(Work instructions): Could you return every record below exactly as it is written?

──────── Working data ────────

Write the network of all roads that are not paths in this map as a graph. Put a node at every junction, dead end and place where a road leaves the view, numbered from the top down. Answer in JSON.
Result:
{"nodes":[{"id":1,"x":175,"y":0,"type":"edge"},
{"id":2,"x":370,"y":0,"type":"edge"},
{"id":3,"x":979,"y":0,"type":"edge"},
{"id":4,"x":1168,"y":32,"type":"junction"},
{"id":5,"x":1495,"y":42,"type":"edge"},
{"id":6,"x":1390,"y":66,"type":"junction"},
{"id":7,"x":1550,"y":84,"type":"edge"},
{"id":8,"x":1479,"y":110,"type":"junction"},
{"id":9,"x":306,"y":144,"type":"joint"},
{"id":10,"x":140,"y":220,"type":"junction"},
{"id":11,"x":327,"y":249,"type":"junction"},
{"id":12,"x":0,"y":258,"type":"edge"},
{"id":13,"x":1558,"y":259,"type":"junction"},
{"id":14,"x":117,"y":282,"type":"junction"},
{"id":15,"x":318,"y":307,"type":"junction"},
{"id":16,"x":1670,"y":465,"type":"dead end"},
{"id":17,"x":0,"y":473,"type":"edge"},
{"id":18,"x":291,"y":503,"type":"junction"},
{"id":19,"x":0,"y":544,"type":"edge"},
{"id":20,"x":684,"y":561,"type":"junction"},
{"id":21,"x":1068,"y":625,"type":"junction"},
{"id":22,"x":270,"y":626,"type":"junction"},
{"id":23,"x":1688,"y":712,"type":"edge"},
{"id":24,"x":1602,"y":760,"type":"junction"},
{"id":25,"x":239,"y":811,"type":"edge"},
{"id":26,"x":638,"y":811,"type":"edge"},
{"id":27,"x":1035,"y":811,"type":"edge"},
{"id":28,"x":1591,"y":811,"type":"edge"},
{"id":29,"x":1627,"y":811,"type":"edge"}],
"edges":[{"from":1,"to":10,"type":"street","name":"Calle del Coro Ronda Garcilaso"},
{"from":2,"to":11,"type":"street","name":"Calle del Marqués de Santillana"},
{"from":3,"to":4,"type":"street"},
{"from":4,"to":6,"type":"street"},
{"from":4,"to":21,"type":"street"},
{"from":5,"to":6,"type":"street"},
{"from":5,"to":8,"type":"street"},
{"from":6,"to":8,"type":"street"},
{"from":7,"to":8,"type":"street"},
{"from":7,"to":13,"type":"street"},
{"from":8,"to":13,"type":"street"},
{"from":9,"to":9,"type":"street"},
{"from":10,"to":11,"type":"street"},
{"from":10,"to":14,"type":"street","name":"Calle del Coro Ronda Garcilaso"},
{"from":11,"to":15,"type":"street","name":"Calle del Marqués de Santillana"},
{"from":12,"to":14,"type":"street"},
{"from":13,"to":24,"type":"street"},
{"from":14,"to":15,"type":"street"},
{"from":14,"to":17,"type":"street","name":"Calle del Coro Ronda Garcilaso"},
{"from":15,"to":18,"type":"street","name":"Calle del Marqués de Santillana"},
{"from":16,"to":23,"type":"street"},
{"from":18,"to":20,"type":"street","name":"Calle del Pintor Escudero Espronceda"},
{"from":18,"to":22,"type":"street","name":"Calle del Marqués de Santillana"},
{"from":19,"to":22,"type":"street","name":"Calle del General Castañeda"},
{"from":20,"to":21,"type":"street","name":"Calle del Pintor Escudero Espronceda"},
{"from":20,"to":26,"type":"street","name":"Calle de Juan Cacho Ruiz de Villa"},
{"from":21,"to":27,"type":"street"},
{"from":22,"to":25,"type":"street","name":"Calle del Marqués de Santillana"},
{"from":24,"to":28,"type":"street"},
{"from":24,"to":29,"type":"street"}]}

────────

(Answer to this task):
Write the network of all roads that are not paths in this map as a graph. Put a node at every junction, dead end and place where a road leaves the view, numbered from the top down. Answer in JSON.
Result:
{"nodes":[{"id":1,"x":175,"y":0,"type":"edge"},
{"id":2,"x":370,"y":0,"type":"edge"},
{"id":3,"x":979,"y":0,"type":"edge"},
{"id":4,"x":1168,"y":32,"type":"junction"},
{"id":5,"x":1495,"y":42,"type":"edge"},
{"id":6,"x":1390,"y":66,"type":"junction"},
{"id":7,"x":1550,"y":84,"type":"edge"},
{"id":8,"x":1479,"y":110,"type":"junction"},
{"id":9,"x":306,"y":144,"type":"joint"},
{"id":10,"x":140,"y":220,"type":"junction"},
{"id":11,"x":327,"y":249,"type":"junction"},
{"id":12,"x":0,"y":258,"type":"edge"},
{"id":13,"x":1558,"y":259,"type":"junction"},
{"id":14,"x":117,"y":282,"type":"junction"},
{"id":15,"x":318,"y":307,"type":"junction"},
{"id":16,"x":1670,"y":465,"type":"dead end"},
{"id":17,"x":0,"y":473,"type":"edge"},
{"id":18,"x":291,"y":503,"type":"junction"},
{"id":19,"x":0,"y":544,"type":"edge"},
{"id":20,"x":684,"y":561,"type":"junction"},
{"id":21,"x":1068,"y":625,"type":"junction"},
{"id":22,"x":270,"y":626,"type":"junction"},
{"id":23,"x":1688,"y":712,"type":"edge"},
{"id":24,"x":1602,"y":760,"type":"junction"},
{"id":25,"x":239,"y":811,"type":"edge"},
{"id":26,"x":638,"y":811,"type":"edge"},
{"id":27,"x":1035,"y":811,"type":"edge"},
{"id":28,"x":1591,"y":811,"type":"edge"},
{"id":29,"x":1627,"y":811,"type":"edge"}],
"edges":[{"from":1,"to":10,"type":"street","name":"Calle del Coro Ronda Garcilaso"},
{"from":2,"to":11,"type":"street","name":"Calle del Marqués de Santillana"},
{"from":3,"to":4,"type":"street"},
{"from":4,"to":6,"type":"street"},
{"from":4,"to":21,"type":"street"},
{"from":5,"to":6,"type":"street"},
{"from":5,"to":8,"type":"street"},
{"from":6,"to":8,"type":"street"},
{"from":7,"to":8,"type":"street"},
{"from":7,"to":13,"type":"street"},
{"from":8,"to":13,"type":"street"},
{"from":9,"to":9,"type":"street"},
{"from":10,"to":11,"type":"street"},
{"from":10,"to":14,"type":"street","name":"Calle del Coro Ronda Garcilaso"},
{"from":11,"to":15,"type":"street","name":"Calle del Marqués de Santillana"},
{"from":12,"to":14,"type":"street"},
{"from":13,"to":24,"type":"street"},
{"from":14,"to":15,"type":"street"},
{"from":14,"to":17,"type":"street","name":"Calle del Coro Ronda Garcilaso"},
{"from":15,"to":18,"type":"street","name":"Calle del Marqués de Santillana"},
{"from":16,"to":23,"type":"street"},
{"from":18,"to":20,"type":"street","name":"Calle del Pintor Escudero Espronceda"},
{"from":18,"to":22,"type":"street","name":"Calle del Marqués de Santillana"},
{"from":19,"to":22,"type":"street","name":"Calle del General Castañeda"},
{"from":20,"to":21,"type":"street","name":"Calle del Pintor Escudero Espronceda"},
{"from":20,"to":26,"type":"street","name":"Calle de Juan Cacho Ruiz de Villa"},
{"from":21,"to":27,"type":"street"},
{"from":22,"to":25,"type":"street","name":"Calle del Marqués de Santillana"},
{"from":24,"to":28,"type":"street"},
{"from":24,"to":29,"type":"street"}]}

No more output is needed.